Il s’agit du onzième dialogue de la Collection Ettore Molinario. Un dialogue sur la vérité des émotions et leur représentation scientifique. Un dialogue entre des protagonistes éloignés, que le destin a voulu réunir en un même lieu. Et en imaginant la rencontre entre Duchenne de Boulogne et Lady Diana à l’hôpital de la Pitié-Salpêtrière à Paris, je vous invite à suivre nos prochains rendez-vous.
Ettore Molinario
C’est une de ces dates dans l’histoire qui appartient à tout le monde maintenant, et c’est une question récurrente, « vous souvenez-vous du jour où Lady D est morte ? Et où étais-tu ?» Le 31 août 1997, la princesse Diana s’éteignait à Paris, à la Pitié-Salpêtrière, dans ce même hôpital où un siècle et demi plus tôt Guillaume-Benjamin-Amand Duchenne de Boulogne, neurologue français, avait mené ses extraordinaires recherches sur la conductivité des neurotransmetteurs et sur la neurophysiologie des émotions. Des recherches que le médecin avait également documentées sur le plan photographique et qu’il avait rassemblées en 1862 dans le célèbre volume Mécanisme de la physionomie humaine, inaugurant la relation entre la photographie et la médecine. Avec Adrien Tournachon, le frère cadet de Nadar, puis de manière indépendante, Duchenne avait documenté les différentes réactions des muscles faciaux à la stimulation des électropunctures, et avait ainsi identifié, en les reliant aux mouvements des muscles individuels, treize émotions primaires : l’attention, réflexion, agressivité, douleur, bonheur, bienveillance, luxure, tristesse, pleurs, gémissements, surprise, peur, terreur.
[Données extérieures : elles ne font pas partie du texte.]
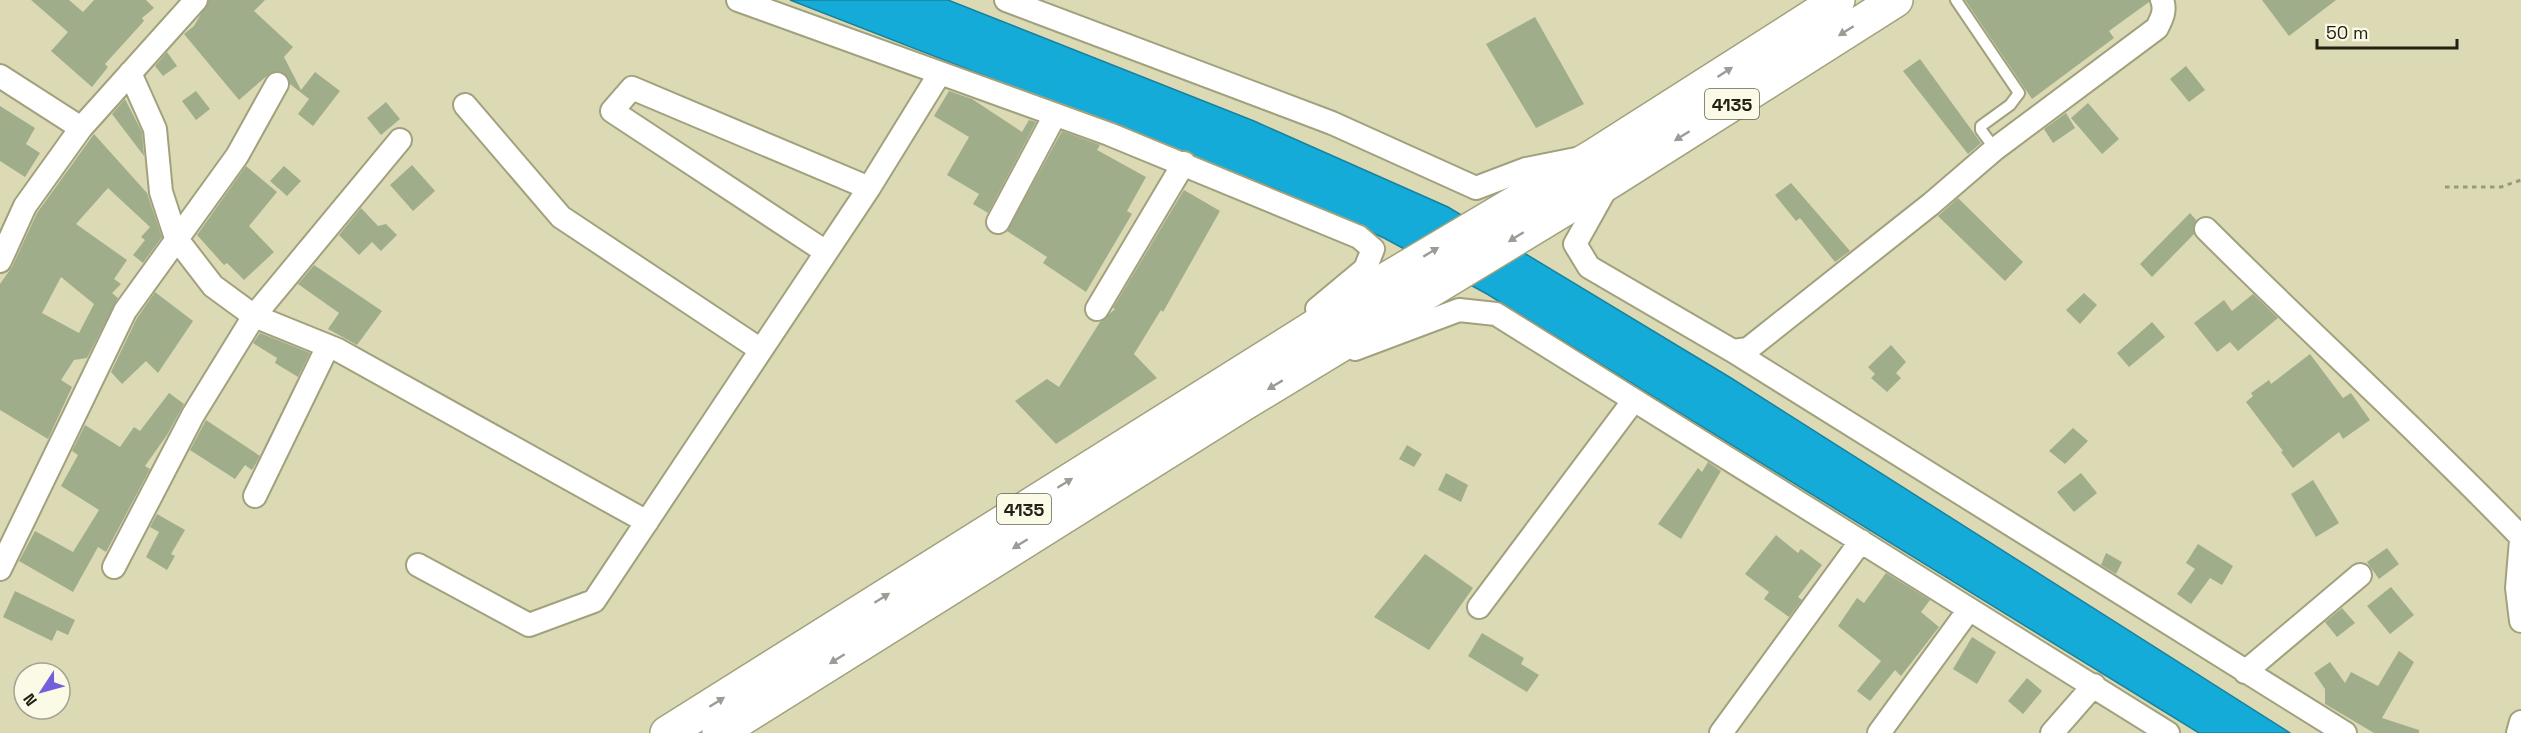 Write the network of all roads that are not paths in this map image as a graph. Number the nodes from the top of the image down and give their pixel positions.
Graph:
1 (196, 0) edge
2 (738, 0) edge
3 (1006, 0) edge
4 (1838, 0) edge
5 (1896, 0) edge
6 (1956, 0) edge
7 (2162, 0) edge
8 (770, 6) edge
9 (130, 73) junction
10 (940, 73) junction
11 (0, 76) edge
12 (277, 84) dead end
13 (465, 105) dead end
14 (1055, 115) junction
15 (81, 128) junction
16 (400, 140) dead end
17 (1995, 149) junction
18 (1184, 163) junction
19 (1603, 168) junction
20 (869, 188) junction
21 (1558, 193) junction
22 (998, 222) dead end
23 (2206, 229) dead end
24 (176, 238) junction
25 (826, 252) junction
26 (0, 261) edge
27 (1097, 309) dead end
28 (254, 316) junction
29 (328, 346) junction
30 (760, 350) junction
31 (1733, 351) junction
32 (1302, 368) junction
33 (1230, 380) junction
34 (1634, 400) junction
35 (255, 496) dead end
36 (647, 522) junction
37 (2521, 538) edge
38 (1861, 541) junction
39 (418, 565) dead end
40 (114, 567) dead end
41 (0, 569) edge
42 (2360, 575) dead end
43 (1479, 608) dead end
44 (1968, 611) junction
45 (2521, 621) edge
46 (2245, 672) junction
47 (2094, 685) junction
48 (2521, 722) edge
49 (667, 733) edge
50 (719, 733) edge
51 (1721, 733) edge
52 (1879, 733) edge
53 (2052, 733) edge
54 (2168, 733) edge
55 (2345, 733) edge
56 (2518, 733) edge

1 - 9 street
2 - 8 street
3 - 19 street
19 -> 4 main road, 4135
5 -> 19 main road, 4135
6 - 17 lane
7 - 17 street
8 - 10 street
9 - 15 street
9 - 24 street
10 - 14 street
10 - 20 street
11 - 15 street
12 - 24 street
13 - 30 street
14 - 18 street
14 - 22 street
15 - 26 street
16 - 28 street
17 - 31 street
18 - 27 street
18 - 33 street
19 - 21 main road, 4135
19 - 31 street
20 - 25 street
20 - 25 street
21 -> 32 main road, 4135
33 -> 21 main road, 4135
23 - 37 street
24 - 28 street
24 - 41 street
25 - 30 street
28 - 29 street
28 - 40 street
29 - 35 street
29 - 36 street
30 - 36 street
31 - 46 street
32 - 34 street
32 -> 50 main road, 4135
49 -> 33 main road, 4135
34 - 38 street
34 - 43 street
36 - 39 street
37 - 45 street
38 - 44 street
38 - 51 street
42 - 46 street
44 - 47 street
44 - 52 street
46 - 55 street
47 - 53 street
47 - 54 street
48 - 56 street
Avant que les photographes ne mettent en valeur l’évolution rapide des émotions, et avant que la joie, le désespoir, l’amour, la pitié, la colère ne deviennent un sujet quotidien, un scientifique avait déjà tout catalogué. En effet, qu’est-ce que Mécanisme sinon un atlas d’émotions photographiques, dont le visage est le protagoniste ? Qu’est-ce que ce livre médical sinon la tentative très humaine, selon les mots de son auteur, de «saisir les conditions qui créent esthétiquement la beauté», où la beauté du visage est toujours «la beauté des émotions»?
Alors qu’est-ce que le portrait qu’Erwin Olaf consacre à Lady D, dans la série Royal Blood, sinon la découverte d’un « autre mécanisme », d’un autre atlas, celui de la fiction des émotions ?
Malgré l’accident du tunnel du Pont de l’Alma, malgré la chair mutilée, le beau visage de l’imitateur de Diana Spencer ne montre aucune douleur. Et même parmi les images d’actualité sans fin qui ont marqué la vie de la «princesse triste», il n’est pas facile de reconnaître la vérité de ses sentiments. Duchenne est entré dans l’histoire pour avoir su distinguer les muscles faciaux qui provoquent un sourire sincère, le « sourire de Duchenne », de ceux qui génèrent un soupçon de circonstance. Qui peut dire ce que le père de la neurologie moderne aurait découvert si Lady D avait été l’une de ses patientes à la Salpêtrière.